TASK BRIEF
Repeat each record below exactly, omitting whatever pictures appear in it.

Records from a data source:
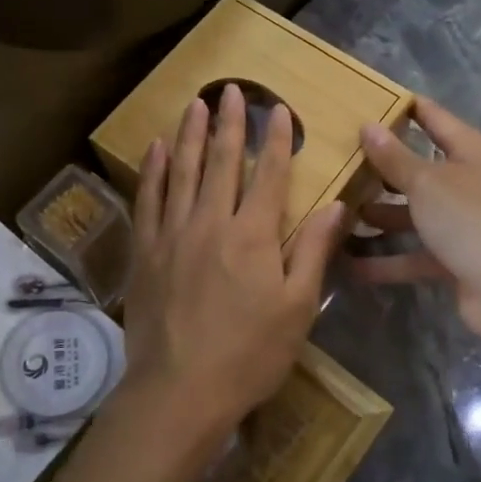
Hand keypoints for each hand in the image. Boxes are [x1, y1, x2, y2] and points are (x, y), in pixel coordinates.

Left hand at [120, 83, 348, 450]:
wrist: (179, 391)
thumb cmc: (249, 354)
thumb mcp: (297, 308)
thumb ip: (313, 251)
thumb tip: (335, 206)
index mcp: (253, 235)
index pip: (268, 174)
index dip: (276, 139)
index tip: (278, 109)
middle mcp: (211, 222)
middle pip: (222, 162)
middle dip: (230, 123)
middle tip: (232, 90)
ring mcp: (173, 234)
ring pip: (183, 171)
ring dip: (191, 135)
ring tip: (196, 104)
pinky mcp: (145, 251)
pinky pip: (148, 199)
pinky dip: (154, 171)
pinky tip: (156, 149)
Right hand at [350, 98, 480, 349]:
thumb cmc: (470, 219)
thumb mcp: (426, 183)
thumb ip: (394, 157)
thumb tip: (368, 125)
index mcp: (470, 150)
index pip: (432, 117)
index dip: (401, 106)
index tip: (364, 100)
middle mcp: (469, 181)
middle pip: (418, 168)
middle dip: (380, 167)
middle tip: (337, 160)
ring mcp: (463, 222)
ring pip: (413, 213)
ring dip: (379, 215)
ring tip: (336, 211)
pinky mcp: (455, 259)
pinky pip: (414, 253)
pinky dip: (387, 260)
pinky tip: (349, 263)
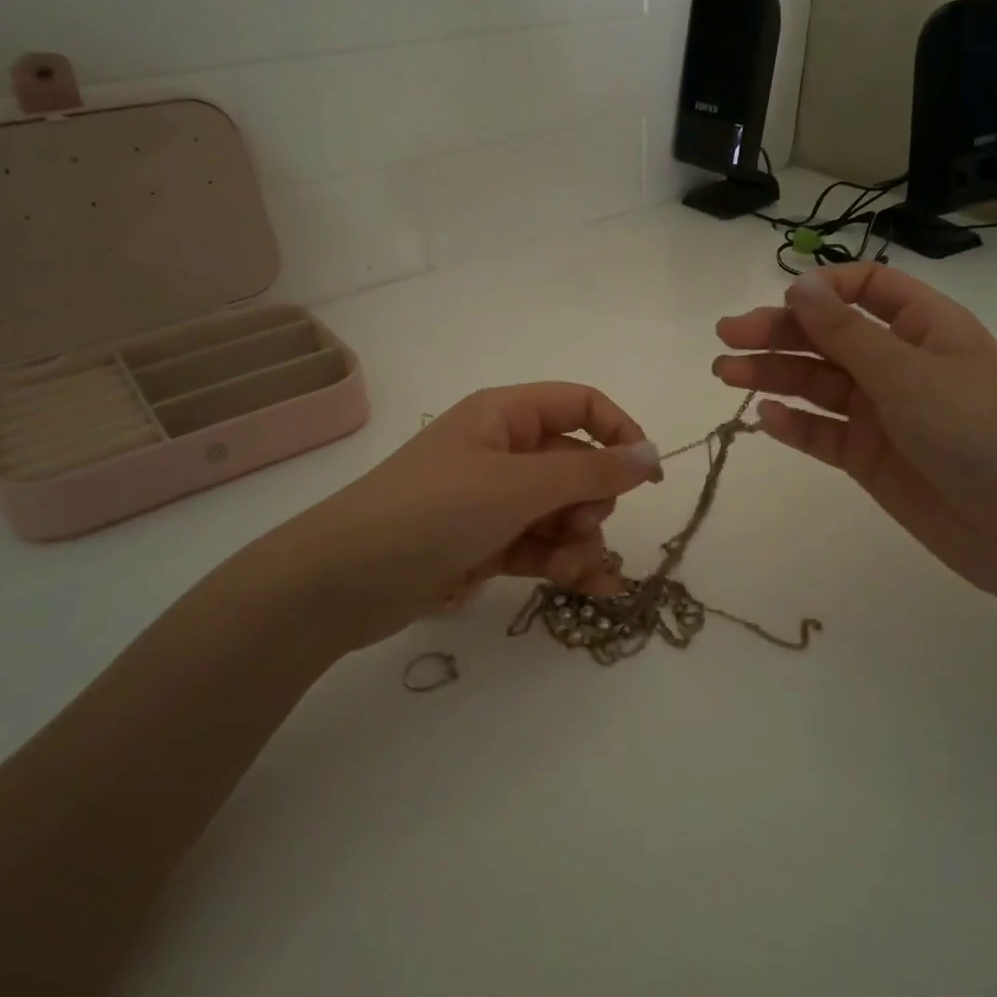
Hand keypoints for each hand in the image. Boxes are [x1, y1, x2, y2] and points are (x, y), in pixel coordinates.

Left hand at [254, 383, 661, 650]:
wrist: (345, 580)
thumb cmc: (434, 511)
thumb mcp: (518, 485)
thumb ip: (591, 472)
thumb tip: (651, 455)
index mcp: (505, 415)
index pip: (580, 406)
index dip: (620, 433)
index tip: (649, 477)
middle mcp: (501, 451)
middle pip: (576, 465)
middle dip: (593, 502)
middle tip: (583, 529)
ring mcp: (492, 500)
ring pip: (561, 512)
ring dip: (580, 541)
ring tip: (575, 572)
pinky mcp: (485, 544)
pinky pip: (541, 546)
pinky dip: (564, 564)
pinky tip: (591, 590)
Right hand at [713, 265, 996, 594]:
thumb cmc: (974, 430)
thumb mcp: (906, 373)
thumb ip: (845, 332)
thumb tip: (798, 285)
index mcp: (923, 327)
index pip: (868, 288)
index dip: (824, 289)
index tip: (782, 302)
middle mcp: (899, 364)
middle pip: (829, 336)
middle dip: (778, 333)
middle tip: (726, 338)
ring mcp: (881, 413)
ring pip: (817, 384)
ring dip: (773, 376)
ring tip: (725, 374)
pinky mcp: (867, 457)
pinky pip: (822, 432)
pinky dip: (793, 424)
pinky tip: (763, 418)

RESPONSE BOX
Hand keypoints for each hand in the image. Boxes are [x1, y1, x2, y2] and points are (x, y), in pixel coordinates.

Left hand at [120, 83, 348, 450]:
wrist: (179, 391)
thumb cmc: (249, 354)
thumb mcp: (297, 308)
thumb ip: (313, 251)
thumb tip: (335, 206)
index mcp: (253, 235)
index pip: (268, 174)
index dip: (276, 139)
index tip: (278, 109)
middle mcp: (211, 222)
middle pip: (222, 162)
middle dip: (230, 123)
middle tip: (232, 90)
ring mcp: (173, 234)
ring pip: (183, 171)
ring dip: (191, 135)
ring tip: (196, 104)
pinky mcp: (145, 251)
pinky pip: (148, 199)
pinky dip: (154, 171)
pinky tip: (156, 149)
Right hand at [350, 98, 480, 349]:
thumb cmc: (470, 219)
thumb mcp: (426, 183)
thumb ip: (394, 157)
thumb tip: (368, 125)
index mcp: (470, 150)
index pip: (432, 117)
index dip: (401, 106)
index tip: (364, 100)
middle mcp: (469, 181)
middle pip: (418, 168)
middle dip: (380, 167)
middle tip: (337, 160)
ring mcp: (463, 222)
ring pip: (413, 213)
ring dip: (379, 215)
ring tip: (336, 211)
pinky mcp: (455, 259)
pinky pip: (414, 253)
pinky dip: (387, 260)
pinky tip: (349, 263)
Hand keypoints for each hand in the image. Boxes are [x1, y1, x2, y2] and points are (x, y), in pixel coordinates.

Left hand at [254, 383, 661, 650]:
wrist: (345, 580)
thumb cmc: (434, 511)
thumb mcp: (518, 485)
thumb ip: (591, 472)
thumb tip: (651, 455)
index mcp: (505, 415)
index pip: (580, 406)
index dip: (620, 433)
index tip: (649, 477)
middle mcp: (501, 451)
middle pip: (576, 465)
middle dip: (593, 502)
middle tip: (583, 529)
ring mcp: (492, 500)
ring pip: (561, 512)
ring dip: (580, 541)
ring tip: (575, 572)
pinky mcp: (485, 544)
pinky pip: (541, 546)
pinky dip: (564, 564)
pinky tip: (591, 590)
Right hand at [713, 265, 996, 594]:
thumb cmc: (974, 430)
thumb mcp: (906, 373)
thumb ip: (845, 332)
thumb tip: (798, 285)
index mcp: (923, 327)
index pip: (868, 288)
index dip: (824, 289)
index tip: (782, 302)
middle mcp: (899, 364)
middle pip: (829, 336)
middle dip: (778, 333)
middle tip: (726, 338)
ring mcp: (881, 413)
ring pip: (817, 384)
ring dip: (773, 376)
ring tip: (725, 374)
pinky mcp: (867, 457)
pinky pip: (822, 432)
pinky dip: (793, 424)
pinky tip: (763, 418)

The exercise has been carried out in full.